Thanks to the comment by user1729, I've come to an answer.
$$G \cong A_4 \times Z_2$$
I used the 'PermGroup' app from Université Côte d'Azur to confirm that $|G|=24$. The app also provided details of the normal subgroups of $G$. I compared these details with the subgroup diagrams provided by this app, for each of the fifteen groups of order 24, to find that $G$ had the same subgroup structure as $A_4 \times Z_2$.
Some other details... The center of $G$ is $\{ e,\beta^{3} \} $. The largest subgroup in $G$ is:
$$H=\{e, \alpha, \alpha^2, \beta^2, \beta^4, \beta^2 \alpha^2, \alpha \beta^4, \alpha^2 \beta^2, \beta^4 \alpha, \alpha \beta^2, \beta \alpha \beta, \beta^2 \alpha \}$$
(all elements with an even number of $\beta$s in their compositions). $H$ is normal and $H \cong A_4$.
My task now is to relate this back to the cards: does this give me any 'intuitive' understanding of the permutations of the deck possible by pile shuffling? Also, how might it generalise to other deck sizes?
Edit: gathering together some bits from the comments below this answer (thanks to Jaap Scherphuis)...
'Intuition': $\alpha$ and $\beta$ (hence all elements of $G$) permute the card pairs $\{1,8\}$, $\{2,7\}$, $\{3,6\}$ and $\{4,5\}$, but never intermingle these pairs.
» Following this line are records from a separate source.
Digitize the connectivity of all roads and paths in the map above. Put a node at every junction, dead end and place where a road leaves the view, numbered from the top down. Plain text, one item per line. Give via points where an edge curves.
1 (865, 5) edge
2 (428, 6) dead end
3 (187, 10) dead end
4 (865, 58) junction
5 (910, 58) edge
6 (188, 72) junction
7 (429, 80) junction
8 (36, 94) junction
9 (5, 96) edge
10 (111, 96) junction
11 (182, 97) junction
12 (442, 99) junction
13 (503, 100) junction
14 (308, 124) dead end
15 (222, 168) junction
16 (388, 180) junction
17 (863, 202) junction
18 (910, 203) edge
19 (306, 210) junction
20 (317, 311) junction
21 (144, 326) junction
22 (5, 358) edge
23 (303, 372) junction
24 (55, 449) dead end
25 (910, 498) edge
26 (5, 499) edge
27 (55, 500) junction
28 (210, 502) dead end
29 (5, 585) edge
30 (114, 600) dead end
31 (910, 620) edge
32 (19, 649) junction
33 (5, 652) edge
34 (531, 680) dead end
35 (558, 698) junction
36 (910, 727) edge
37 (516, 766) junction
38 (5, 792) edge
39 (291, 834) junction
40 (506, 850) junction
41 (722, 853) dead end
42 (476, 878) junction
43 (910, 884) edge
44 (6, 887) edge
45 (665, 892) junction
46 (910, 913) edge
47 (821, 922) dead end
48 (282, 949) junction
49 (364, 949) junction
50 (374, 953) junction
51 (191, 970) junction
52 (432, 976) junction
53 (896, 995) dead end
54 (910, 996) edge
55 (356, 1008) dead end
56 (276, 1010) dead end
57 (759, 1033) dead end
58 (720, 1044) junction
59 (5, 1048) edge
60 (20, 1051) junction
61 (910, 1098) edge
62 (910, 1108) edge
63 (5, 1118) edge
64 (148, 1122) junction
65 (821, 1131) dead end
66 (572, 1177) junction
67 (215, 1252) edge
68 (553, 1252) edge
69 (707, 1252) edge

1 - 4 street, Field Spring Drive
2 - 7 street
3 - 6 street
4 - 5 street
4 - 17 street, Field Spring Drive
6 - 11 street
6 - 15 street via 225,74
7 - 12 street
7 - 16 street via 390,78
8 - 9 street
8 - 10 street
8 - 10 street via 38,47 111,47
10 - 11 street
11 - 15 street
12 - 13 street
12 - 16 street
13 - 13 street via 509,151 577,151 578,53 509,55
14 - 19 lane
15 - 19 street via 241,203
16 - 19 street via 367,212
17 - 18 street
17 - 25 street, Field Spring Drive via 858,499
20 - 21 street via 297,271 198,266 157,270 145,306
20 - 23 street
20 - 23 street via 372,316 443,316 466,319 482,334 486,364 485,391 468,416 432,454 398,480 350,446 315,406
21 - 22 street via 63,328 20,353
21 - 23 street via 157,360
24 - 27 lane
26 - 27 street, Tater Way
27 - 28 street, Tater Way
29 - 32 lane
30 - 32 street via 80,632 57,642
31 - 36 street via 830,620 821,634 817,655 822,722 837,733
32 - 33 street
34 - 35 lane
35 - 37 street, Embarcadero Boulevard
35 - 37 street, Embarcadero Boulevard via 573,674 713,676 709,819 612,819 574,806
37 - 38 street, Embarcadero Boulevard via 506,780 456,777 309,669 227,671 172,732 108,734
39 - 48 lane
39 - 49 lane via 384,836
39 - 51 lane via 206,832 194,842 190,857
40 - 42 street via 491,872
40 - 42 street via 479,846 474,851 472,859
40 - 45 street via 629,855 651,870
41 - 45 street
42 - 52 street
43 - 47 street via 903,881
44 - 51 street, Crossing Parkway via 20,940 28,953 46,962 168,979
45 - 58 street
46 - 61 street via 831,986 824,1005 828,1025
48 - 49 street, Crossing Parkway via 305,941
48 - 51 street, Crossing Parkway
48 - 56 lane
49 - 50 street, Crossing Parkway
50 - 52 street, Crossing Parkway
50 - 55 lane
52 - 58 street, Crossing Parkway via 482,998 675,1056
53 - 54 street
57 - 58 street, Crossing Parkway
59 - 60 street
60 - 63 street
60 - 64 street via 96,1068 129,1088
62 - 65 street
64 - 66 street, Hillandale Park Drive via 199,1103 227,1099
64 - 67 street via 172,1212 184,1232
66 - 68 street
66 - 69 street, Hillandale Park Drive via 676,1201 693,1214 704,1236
For example, $1 \mapsto 2$ iff $8 \mapsto 7$. The permutations of these pairs are given by $H \cong A_4$. The element $\beta^3 = (1,8)(2,7)(3,6)(4,5) \in G \backslash H$ swaps cards within each pair, leaving all pairs in place; this is 'responsible' for the $Z_2$ part of $G \cong A_4 \times Z_2$.
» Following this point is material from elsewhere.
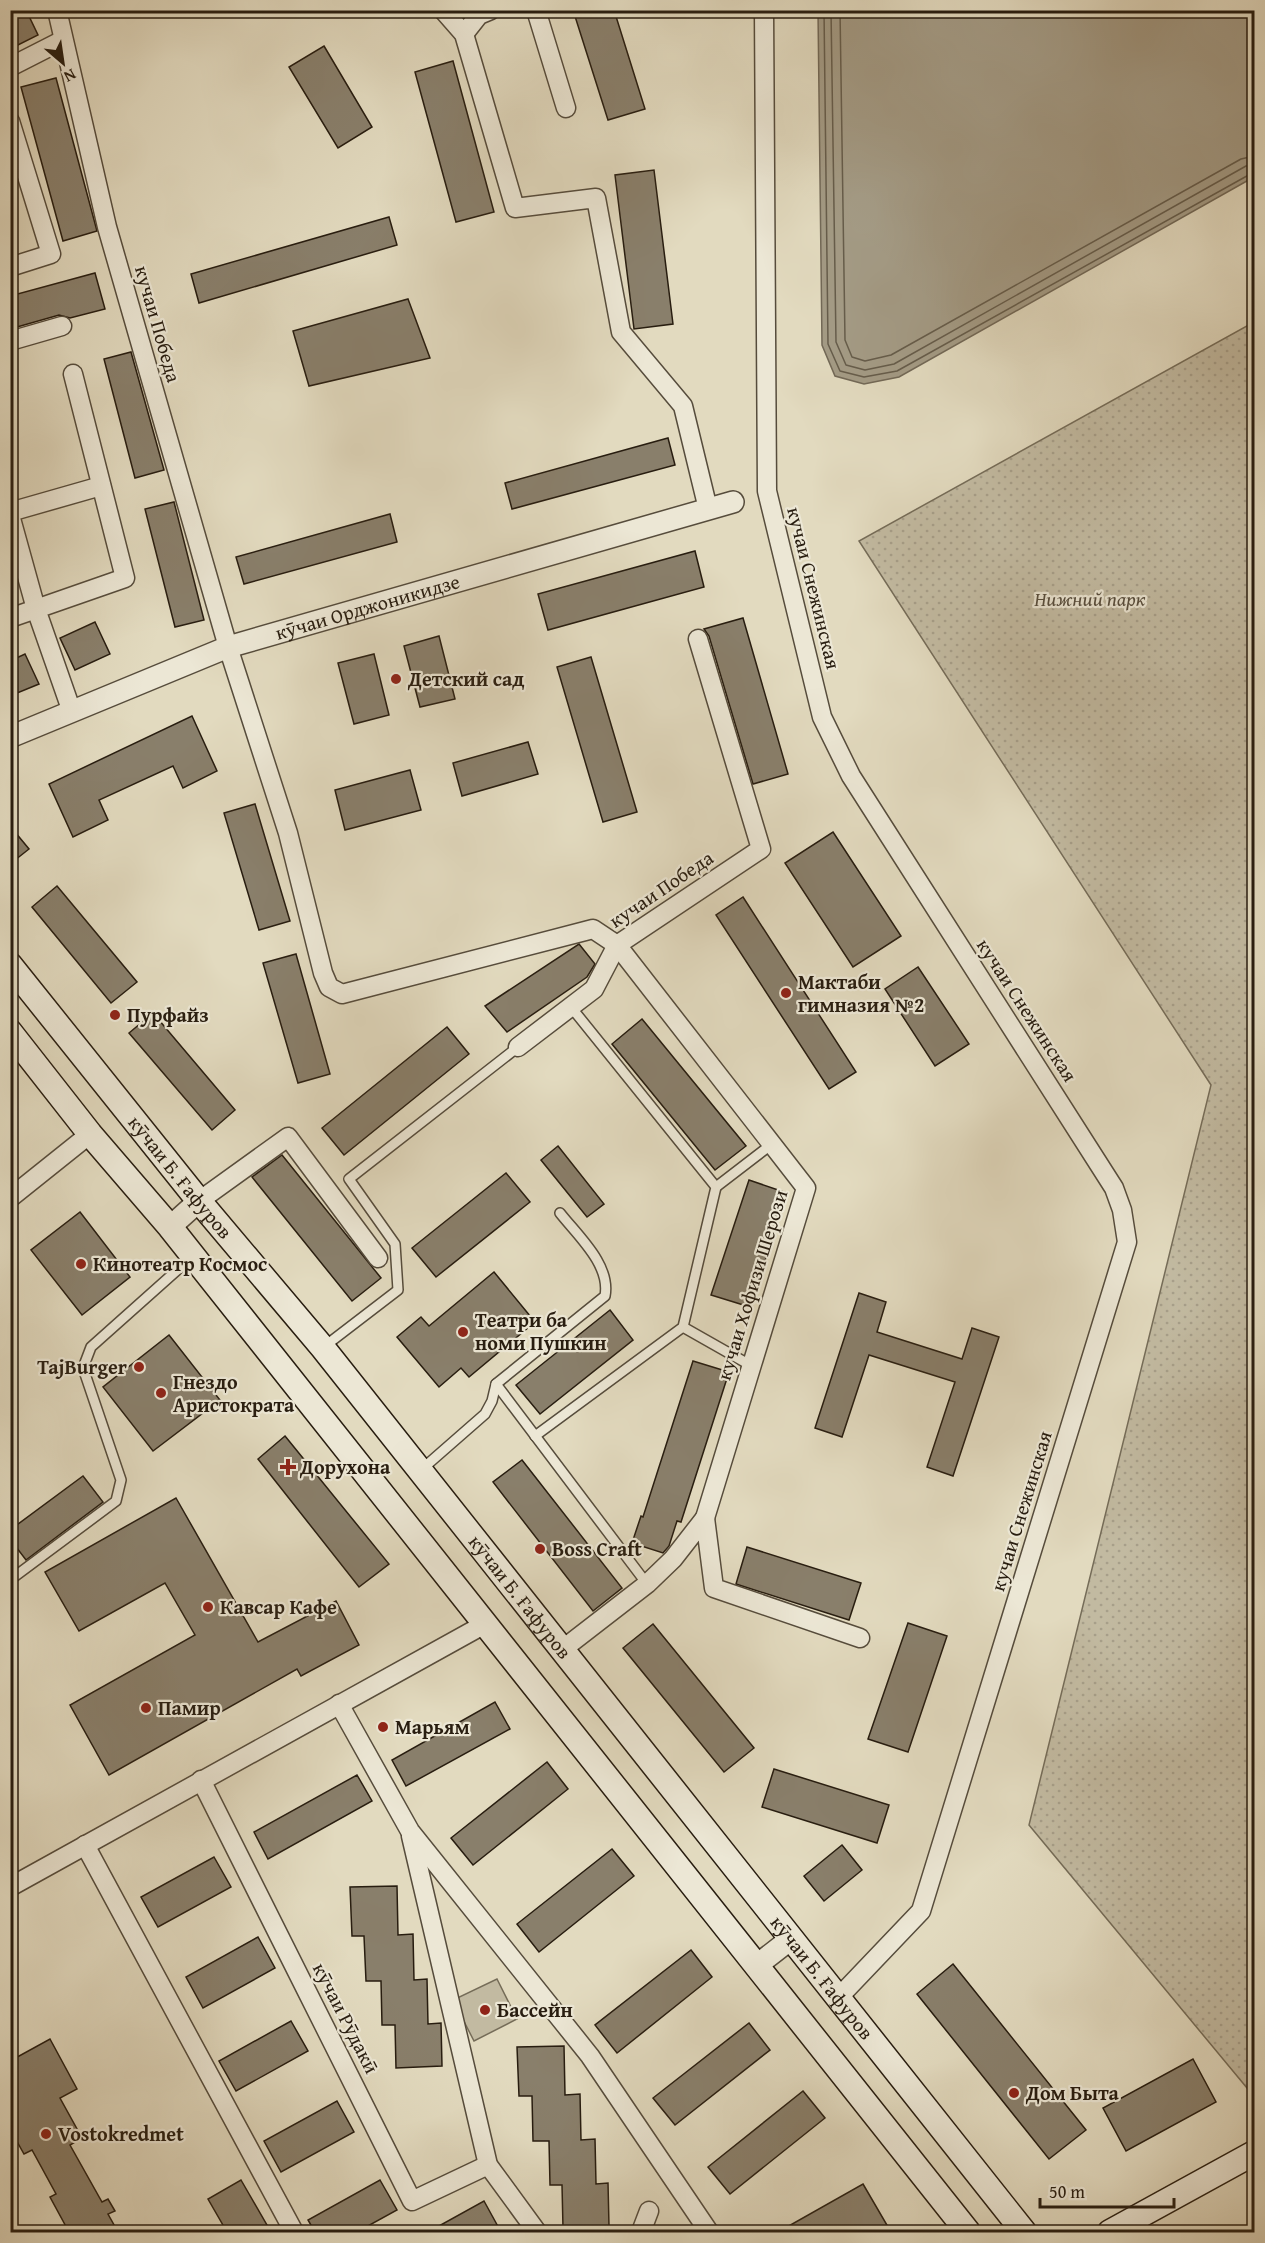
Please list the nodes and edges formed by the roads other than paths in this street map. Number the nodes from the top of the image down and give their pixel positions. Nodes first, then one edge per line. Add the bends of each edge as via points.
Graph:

Generalising: Writing a subscript for the deck size (so the original $G$
becomes $G_8$), I have found: $$\begin{aligned} G_2 &\cong Z_2 \\ G_4 &\cong D_4 \\ G_6 &\cong S_4 \\ G_8 &\cong A_4 \times Z_2 \end{aligned}$$
... and then they get big. $|G_{10}|=1920$ and $|G_{12}|=7680$.
I searched for the sequence of orders of these groups ($2,8,24,24,1920,7680$) in the OEIS, and found the 'Order of group generated by perfect shuffles of 2n cards'! This led me to a (now seemingly obvious) realisation... that the pile shuffle is just the inverse of a perfect shuffle. If pile shuffles permute cards by $\alpha$ and $\beta$, then perfect shuffles permute cards by $\alpha^{-1}$ and $\beta^{-1}$. The groups generated by pile shuffling are hence exactly the groups generated by perfect shuffling.
This paper (Diaconis, Graham & Kantor, 1983) gives the groups generated by perfect shuffles (hence also pile shuffles), for all decks of size $2n$, in terms of semidirect products. It gives:
$$\begin{aligned} G_8 &\cong (Z_2)^3 \rtimes Z_3 \\ G_{12} &\cong (Z_2)^6 \rtimes PGL(2,5) \end{aligned}$$
(I'm not proficient enough with semidirect products to understand why $(Z_2)^3 \rtimes Z_3 \cong A_4 \times Z_2$.)
Geometrical interpretations: Given $G_4 \cong D_4$, pile shuffling $4$ cards can easily be interpreted as symmetries of a square (with cards mapped to vertices). Jaap Scherphuis, in the comments, gives an interpretation of $G_6 \cong S_4$, with cards mapped to faces of a cube. $G_8 \cong A_4 \times Z_2$ relates to pyritohedral symmetry; cards can be mapped to the vertices of a cube, where each face of the cube is painted with a line segment that divides the face into two equal rectangles, such that the line segments of adjacent faces do not meet at the edges. Permutations of the cards correspond to symmetries of the cube.